Ben Jamal, le directeur de la Campagne britannique de solidarité avec la Palestine – qui organise régulièrement de grandes marches à Londres – s’est concentré sur les attaques intérieures contre l’activisme pro-palestinien.
Il a décrit la « répression active de l’opposition [au génocide d’Israël] de la part des citoyens britanniques ».
Cela s’est produit, a-t-il dit, par le biais de « l’utilisation sans précédent de la Loi sur l’ordre public pour imposer des conditions aux marches que nous organisons » et, dans certains cas, en interdisant les marches.

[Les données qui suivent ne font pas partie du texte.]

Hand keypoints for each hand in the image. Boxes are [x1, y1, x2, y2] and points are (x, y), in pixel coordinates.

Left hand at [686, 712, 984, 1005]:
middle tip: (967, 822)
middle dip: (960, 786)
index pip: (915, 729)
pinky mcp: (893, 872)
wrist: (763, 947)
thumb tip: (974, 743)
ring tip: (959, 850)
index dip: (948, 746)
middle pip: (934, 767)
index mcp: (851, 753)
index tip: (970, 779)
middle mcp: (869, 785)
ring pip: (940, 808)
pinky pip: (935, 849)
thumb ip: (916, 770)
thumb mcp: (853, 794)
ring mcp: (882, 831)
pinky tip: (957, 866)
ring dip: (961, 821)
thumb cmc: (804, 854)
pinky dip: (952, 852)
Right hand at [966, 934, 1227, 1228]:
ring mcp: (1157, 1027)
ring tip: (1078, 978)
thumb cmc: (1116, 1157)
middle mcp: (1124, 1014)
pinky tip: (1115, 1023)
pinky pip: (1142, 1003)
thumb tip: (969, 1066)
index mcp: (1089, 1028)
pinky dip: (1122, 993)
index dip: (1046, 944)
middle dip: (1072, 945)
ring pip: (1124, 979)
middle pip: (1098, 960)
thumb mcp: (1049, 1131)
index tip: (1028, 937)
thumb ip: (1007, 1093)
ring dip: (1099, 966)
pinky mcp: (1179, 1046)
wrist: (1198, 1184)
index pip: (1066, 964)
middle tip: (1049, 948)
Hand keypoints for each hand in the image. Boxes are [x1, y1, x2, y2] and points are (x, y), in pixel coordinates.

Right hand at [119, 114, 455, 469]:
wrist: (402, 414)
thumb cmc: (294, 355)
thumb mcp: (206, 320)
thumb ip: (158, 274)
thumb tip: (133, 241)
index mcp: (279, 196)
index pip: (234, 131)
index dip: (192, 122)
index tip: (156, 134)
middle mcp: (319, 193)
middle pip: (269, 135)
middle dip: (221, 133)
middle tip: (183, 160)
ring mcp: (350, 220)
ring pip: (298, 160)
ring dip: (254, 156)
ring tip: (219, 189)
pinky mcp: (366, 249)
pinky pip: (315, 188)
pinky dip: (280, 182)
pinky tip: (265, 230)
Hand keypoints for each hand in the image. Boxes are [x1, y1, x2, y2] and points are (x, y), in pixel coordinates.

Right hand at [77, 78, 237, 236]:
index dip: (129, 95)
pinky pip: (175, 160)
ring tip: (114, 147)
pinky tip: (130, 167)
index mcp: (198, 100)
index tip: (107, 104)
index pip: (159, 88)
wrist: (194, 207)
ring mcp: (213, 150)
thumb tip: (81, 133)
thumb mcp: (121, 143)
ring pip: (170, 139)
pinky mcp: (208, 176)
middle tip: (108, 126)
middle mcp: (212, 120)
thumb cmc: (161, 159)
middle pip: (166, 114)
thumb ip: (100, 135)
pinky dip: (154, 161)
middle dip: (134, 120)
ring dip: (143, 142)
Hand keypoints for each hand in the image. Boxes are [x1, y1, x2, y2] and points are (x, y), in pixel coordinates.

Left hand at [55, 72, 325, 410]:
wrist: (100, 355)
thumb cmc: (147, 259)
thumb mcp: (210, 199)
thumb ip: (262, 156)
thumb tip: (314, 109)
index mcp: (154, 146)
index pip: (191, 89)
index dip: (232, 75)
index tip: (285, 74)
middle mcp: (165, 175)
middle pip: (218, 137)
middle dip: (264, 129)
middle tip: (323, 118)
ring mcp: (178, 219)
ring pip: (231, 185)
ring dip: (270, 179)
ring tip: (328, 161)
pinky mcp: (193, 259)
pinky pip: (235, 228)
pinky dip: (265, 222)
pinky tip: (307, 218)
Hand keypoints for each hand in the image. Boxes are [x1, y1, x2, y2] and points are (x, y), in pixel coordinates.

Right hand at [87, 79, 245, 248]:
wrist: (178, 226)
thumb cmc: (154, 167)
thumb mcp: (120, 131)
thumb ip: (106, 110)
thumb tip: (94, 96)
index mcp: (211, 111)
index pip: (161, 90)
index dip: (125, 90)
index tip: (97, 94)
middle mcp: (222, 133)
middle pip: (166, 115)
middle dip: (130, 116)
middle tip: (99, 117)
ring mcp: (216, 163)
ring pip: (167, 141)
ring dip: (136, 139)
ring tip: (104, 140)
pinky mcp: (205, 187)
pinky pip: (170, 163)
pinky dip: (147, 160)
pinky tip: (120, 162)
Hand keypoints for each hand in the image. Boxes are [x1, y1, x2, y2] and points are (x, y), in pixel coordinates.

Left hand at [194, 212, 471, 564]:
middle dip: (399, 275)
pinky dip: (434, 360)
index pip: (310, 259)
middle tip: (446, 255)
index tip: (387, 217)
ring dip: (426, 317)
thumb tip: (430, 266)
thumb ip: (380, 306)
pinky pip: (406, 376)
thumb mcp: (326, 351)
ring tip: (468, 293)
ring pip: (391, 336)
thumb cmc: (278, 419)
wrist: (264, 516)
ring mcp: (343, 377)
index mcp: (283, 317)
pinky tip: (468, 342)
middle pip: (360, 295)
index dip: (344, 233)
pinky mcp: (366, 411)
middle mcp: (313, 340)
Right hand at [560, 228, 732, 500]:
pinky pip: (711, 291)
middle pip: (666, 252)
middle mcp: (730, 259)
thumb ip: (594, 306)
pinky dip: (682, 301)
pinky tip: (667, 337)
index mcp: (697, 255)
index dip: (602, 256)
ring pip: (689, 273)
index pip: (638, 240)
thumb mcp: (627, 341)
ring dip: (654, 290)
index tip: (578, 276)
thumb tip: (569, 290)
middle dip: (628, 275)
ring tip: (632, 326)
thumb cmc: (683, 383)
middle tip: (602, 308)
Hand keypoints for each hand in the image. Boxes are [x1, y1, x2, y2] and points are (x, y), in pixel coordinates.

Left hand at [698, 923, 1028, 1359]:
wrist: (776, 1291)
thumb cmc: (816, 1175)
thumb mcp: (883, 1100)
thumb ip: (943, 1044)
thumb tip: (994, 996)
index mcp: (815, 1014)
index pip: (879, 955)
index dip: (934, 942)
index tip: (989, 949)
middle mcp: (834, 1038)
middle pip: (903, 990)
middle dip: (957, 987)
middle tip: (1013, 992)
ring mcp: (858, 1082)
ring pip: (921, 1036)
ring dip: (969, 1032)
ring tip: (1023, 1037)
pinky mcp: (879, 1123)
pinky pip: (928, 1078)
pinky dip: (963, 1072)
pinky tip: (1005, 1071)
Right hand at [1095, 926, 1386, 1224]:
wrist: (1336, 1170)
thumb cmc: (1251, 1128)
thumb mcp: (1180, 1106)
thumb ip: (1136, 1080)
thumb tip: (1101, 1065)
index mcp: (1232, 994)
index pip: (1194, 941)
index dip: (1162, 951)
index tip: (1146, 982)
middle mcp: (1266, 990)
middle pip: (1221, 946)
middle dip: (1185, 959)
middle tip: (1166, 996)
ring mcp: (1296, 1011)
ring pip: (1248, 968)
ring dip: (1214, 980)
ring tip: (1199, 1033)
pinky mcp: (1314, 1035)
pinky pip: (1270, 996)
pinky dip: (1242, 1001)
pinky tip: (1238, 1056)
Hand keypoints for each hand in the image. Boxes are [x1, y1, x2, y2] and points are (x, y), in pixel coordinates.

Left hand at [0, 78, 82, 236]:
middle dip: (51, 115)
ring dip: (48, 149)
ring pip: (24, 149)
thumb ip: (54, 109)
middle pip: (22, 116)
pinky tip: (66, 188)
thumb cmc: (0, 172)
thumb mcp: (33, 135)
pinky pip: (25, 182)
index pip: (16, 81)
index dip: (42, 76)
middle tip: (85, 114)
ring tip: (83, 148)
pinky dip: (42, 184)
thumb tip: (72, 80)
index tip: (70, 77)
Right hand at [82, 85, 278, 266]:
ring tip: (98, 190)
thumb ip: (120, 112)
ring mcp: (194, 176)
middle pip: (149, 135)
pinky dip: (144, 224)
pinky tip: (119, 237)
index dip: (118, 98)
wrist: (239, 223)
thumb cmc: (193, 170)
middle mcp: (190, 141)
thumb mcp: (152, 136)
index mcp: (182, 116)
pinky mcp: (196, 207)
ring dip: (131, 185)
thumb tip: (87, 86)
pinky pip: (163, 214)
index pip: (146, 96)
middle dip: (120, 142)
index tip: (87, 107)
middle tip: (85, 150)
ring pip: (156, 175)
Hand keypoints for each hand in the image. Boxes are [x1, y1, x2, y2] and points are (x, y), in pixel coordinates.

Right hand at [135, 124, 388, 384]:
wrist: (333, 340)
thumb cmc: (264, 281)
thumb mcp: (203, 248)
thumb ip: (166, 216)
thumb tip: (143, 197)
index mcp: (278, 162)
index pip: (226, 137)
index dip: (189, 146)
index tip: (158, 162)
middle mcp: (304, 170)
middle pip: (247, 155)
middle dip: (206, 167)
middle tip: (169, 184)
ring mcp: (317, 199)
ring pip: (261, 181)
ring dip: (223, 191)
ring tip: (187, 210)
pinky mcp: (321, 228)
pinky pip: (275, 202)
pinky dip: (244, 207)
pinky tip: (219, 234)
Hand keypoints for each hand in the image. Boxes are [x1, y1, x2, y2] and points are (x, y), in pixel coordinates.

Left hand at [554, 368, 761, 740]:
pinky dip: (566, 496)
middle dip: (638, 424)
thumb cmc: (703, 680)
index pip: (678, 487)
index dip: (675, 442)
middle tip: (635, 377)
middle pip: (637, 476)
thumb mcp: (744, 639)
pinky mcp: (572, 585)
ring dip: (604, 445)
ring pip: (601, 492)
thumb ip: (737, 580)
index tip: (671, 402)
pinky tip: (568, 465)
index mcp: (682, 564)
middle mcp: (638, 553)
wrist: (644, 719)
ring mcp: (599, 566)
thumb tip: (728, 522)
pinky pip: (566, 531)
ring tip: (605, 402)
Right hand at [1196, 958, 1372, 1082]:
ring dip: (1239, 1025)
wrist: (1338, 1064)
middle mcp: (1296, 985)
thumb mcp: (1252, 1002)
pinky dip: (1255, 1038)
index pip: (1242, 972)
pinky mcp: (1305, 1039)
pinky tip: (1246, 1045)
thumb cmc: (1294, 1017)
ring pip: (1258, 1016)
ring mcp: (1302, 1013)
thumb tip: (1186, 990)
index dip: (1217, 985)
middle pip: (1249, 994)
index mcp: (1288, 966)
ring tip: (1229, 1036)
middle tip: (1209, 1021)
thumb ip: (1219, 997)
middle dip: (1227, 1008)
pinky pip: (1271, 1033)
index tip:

« Nous le voyons en ce moment », a-t-il ajouté, « dans la décision grotesque de désigner Palestine Action », un groupe d’action directe, comme une organisation terroriste.
« L’armée israélienne a bombardé l’unité de soins intensifs alors que j’opérais à côté » – Nick Maynard, chirurgien et universitaire d’Oxford
Le panel a également entendu des témoignages oculaires sur le génocide d’Israël.
Tareq Abu Azzoum, un journaliste d’Al Jazeera à Gaza, s’est adressé au tribunal via Zoom. Il a décrit comment « les journalistes sont eux-mêmes des cibles », faisant référence au meurtre par Israël d’au moins 247 de ses collègues.
Nick Maynard, un universitaire et chirurgien d’Oxford qui s’est rendu trois fois à Gaza pendant le génocide israélien dans l’enclave, a décrit comment, à l’hôpital Al-Aqsa l’année dernière, « l’armée israélienne a bombardé l’unité de soins intensifs alors que j’opérais à côté ».
Il a décrit avoir opéré il y a quelques mois une fillette de 12 ans appelée Habiba. « J’ai dû passer toute la nuit à reconstruire son œsophage qui avait été détruit lors d’une attaque… Elle est morte quatre semaines plus tard parce que nous n’avons pas pu obtenir de nourriture pour la sauver.
Maynard a déclaré qu’il avait opéré de nombreux enfants qui, selon lui, étaient utilisés comme « cible d’entraînement par les soldats israéliens », car certains jours, plusieurs enfants étaient tous ciblés dans les mêmes parties du corps.